El escritor Kurt Vonnegut. | Wikimedia Commons

A los pocos minutos de Kurt Vonnegut: a través del tiempo, la narración se corta, y aparece un dedo sobre un ratón de ordenador –diría que es un magic mouse–. Lo maneja Robert H. Weide, documentalista y director de Curb your enthusiasm, también autor (junto a Don Argott) de la película sobre Vonnegut en la que empezó a trabajar hace casi 40 años. Esa circunstancia, que atraviesa la película, le fuerza a aparecer en el documental en contra de su criterio habitual: dice que no le gustan las películas en las que aparece el director, pero siente que debe una explicación sobre la dilatación del proceso. La respuesta no queda clara, de hecho se dan varias razones para esa prolongación: la última, y más poderosa, que acabar la película le obliga a despedirse definitivamente del que fuera su amigo y protagonista del documental: Kurt Vonnegut (1922 – 2007). 

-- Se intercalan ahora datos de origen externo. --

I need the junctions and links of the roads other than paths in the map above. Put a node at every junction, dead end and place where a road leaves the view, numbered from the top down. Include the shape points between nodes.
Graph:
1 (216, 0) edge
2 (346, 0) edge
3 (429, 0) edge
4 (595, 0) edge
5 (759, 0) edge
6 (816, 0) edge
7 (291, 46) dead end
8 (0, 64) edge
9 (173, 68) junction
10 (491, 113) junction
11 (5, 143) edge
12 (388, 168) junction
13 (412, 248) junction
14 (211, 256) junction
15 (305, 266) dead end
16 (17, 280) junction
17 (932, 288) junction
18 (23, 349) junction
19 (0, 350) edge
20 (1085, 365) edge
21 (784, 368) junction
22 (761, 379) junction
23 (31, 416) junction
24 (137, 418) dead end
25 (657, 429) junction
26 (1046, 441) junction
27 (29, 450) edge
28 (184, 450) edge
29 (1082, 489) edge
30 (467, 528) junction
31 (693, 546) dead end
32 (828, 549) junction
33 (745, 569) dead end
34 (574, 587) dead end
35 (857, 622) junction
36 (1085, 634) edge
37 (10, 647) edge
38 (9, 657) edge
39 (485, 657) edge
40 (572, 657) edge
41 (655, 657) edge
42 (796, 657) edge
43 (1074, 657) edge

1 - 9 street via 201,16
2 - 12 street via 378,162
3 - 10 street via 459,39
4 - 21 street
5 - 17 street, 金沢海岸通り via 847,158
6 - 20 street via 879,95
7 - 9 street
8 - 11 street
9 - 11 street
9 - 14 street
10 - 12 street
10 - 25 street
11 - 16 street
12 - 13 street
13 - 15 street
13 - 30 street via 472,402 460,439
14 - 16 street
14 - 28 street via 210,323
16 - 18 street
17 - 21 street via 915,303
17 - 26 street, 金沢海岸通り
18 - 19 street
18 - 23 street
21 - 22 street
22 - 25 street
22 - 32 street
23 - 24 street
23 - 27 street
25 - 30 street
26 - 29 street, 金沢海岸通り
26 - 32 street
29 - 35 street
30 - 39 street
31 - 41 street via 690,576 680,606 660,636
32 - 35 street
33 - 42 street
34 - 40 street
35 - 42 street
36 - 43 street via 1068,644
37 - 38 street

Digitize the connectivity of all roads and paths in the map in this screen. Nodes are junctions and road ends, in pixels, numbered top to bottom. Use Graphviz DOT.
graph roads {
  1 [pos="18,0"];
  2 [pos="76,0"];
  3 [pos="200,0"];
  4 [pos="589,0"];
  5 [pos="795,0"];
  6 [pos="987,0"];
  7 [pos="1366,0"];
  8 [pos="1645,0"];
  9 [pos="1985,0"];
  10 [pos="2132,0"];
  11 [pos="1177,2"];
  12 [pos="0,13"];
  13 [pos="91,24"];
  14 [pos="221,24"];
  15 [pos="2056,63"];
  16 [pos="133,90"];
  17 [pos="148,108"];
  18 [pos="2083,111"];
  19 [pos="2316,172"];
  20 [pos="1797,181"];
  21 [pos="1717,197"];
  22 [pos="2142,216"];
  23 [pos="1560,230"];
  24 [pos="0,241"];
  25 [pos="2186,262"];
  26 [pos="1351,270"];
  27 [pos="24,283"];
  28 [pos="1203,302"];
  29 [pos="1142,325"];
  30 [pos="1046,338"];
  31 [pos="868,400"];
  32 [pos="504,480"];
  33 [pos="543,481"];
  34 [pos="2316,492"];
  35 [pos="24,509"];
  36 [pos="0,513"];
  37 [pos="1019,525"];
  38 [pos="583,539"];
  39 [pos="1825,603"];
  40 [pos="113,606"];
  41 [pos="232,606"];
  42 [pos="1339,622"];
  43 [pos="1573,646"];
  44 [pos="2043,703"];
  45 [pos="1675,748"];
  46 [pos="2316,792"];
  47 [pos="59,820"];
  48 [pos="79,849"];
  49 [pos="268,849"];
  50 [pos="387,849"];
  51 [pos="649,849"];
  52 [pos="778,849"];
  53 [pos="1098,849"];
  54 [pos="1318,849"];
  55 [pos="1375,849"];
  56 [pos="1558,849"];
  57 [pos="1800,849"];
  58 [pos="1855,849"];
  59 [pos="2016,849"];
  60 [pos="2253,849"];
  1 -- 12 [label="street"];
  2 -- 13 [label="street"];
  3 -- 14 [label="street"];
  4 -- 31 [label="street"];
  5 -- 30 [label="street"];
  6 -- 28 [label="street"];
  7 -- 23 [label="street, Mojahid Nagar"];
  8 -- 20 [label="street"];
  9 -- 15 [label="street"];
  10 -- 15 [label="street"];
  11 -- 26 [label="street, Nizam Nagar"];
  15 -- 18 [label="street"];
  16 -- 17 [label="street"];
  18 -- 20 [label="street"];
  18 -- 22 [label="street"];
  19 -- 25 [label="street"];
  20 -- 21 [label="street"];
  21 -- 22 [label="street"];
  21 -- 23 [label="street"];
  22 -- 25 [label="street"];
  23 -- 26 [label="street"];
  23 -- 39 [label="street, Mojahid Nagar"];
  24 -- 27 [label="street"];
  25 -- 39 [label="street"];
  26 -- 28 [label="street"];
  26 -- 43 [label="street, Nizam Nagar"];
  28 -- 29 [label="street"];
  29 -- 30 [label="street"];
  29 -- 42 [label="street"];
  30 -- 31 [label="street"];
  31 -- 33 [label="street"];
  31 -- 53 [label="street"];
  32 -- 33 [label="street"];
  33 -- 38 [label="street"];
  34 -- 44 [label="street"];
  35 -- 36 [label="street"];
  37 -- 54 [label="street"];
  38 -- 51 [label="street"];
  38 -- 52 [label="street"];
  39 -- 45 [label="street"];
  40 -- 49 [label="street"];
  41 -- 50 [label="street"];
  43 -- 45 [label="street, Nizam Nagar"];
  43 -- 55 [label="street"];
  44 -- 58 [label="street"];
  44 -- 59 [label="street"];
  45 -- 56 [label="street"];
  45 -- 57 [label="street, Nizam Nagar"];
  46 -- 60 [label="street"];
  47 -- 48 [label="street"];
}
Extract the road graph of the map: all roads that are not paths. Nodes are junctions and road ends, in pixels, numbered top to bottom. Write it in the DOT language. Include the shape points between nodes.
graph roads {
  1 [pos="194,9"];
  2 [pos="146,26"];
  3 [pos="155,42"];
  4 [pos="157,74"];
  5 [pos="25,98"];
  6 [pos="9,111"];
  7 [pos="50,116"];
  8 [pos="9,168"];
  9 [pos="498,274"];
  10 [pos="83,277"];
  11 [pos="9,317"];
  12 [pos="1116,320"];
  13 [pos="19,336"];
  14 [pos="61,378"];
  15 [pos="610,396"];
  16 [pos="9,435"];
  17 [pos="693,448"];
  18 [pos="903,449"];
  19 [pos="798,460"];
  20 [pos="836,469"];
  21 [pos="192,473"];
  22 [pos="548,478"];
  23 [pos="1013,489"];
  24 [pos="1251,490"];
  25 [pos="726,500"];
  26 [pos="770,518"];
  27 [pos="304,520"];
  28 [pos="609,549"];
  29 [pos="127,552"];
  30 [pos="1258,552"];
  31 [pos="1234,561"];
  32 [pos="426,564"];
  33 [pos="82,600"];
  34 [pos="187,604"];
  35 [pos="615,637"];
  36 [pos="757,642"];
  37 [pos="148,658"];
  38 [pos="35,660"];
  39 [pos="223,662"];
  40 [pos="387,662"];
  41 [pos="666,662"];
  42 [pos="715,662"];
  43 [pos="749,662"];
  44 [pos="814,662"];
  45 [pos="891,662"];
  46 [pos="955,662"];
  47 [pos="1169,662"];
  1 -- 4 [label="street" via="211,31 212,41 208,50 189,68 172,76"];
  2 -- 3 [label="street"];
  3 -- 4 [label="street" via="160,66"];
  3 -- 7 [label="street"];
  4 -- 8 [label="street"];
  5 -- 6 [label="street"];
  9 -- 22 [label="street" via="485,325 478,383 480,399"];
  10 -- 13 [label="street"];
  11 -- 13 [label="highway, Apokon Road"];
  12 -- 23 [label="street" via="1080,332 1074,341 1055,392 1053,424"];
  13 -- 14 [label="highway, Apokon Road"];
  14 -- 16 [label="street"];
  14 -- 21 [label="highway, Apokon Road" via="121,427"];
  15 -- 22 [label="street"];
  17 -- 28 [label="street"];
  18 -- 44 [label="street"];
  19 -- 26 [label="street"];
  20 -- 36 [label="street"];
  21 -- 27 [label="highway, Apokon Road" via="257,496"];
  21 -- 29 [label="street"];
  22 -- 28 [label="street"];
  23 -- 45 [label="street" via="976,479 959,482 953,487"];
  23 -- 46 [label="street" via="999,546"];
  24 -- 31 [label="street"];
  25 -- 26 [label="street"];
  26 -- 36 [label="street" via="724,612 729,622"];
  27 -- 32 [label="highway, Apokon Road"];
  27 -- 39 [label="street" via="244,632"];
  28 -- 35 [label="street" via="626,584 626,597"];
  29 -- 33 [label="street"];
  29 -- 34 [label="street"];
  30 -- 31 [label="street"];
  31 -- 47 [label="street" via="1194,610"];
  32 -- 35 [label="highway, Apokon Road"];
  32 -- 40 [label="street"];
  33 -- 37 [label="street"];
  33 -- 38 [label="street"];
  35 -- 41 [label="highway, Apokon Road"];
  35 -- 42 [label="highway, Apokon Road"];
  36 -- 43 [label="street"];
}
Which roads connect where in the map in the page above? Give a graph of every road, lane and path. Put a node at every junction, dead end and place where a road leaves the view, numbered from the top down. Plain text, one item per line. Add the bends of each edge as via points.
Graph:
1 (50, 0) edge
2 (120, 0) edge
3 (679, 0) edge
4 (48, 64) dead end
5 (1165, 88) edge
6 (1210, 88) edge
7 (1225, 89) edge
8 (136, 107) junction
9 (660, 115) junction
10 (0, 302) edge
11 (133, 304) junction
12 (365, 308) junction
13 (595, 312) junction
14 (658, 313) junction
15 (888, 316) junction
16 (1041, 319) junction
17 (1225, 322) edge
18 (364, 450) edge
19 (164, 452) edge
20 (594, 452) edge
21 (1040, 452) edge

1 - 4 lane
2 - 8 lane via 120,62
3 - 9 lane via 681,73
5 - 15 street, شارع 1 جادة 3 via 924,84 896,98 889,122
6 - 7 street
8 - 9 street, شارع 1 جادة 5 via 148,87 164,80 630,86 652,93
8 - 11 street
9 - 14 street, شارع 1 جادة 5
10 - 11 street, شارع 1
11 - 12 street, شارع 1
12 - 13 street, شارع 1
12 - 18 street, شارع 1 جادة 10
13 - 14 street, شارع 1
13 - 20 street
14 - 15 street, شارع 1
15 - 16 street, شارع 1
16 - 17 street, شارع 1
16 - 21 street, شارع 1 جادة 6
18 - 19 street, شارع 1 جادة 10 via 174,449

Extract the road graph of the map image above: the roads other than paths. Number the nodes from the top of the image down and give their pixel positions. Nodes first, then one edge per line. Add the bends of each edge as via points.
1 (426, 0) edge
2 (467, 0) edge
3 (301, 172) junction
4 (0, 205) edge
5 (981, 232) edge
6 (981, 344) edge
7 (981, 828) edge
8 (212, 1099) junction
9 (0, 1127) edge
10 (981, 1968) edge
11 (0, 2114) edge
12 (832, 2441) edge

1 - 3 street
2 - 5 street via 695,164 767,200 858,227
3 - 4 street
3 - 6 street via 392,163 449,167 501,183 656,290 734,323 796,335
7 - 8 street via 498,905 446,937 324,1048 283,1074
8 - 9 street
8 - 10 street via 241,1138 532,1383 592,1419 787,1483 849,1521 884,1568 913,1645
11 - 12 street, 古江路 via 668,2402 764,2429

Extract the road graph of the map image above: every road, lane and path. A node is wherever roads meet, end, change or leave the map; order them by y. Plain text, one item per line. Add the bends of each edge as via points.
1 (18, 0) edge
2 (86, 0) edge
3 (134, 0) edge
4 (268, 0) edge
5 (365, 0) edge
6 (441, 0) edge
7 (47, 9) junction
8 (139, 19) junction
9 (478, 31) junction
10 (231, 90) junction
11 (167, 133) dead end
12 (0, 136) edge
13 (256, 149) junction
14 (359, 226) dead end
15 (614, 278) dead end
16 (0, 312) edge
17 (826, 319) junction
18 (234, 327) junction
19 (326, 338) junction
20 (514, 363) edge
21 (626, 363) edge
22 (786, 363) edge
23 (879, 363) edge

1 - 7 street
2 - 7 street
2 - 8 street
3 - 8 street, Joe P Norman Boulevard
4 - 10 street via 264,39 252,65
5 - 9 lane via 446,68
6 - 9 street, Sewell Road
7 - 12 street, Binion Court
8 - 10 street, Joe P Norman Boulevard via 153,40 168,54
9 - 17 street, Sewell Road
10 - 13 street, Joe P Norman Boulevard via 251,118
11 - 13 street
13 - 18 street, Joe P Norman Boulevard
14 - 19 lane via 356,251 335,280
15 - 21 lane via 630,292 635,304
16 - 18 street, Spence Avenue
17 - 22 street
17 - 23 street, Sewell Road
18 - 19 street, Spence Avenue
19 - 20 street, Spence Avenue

Kurt Vonnegut: a través del tiempo es al mismo tiempo una película sobre el escritor y el relato de una amistad. Vonnegut era el menor de tres hermanos, según él, ser el pequeño le obligó a ser gracioso para obtener la atención. Conservó con sus dos hermanos una muy buena relación, pero tenía una complicidad especial con su hermana, la persona para quien creía escribir, su interlocutora ideal. Acogió a los cuatro hijos de ella cuando quedaron huérfanos al morir la hermana y su marido con días de diferencia. Kurt Vonnegut y su mujer, Jane Mary Cox, criaron a esos cuatro muchachos además de a sus tres hijos. Todos aparecen en el documental hablando de Kurt y su humor, tan cambiante como un día de abril. Si había escrito, estaba feliz y con ganas de bailar. Pero podía salir de la caseta en la que escribía gritando que se callaran o estar un día sin hablar.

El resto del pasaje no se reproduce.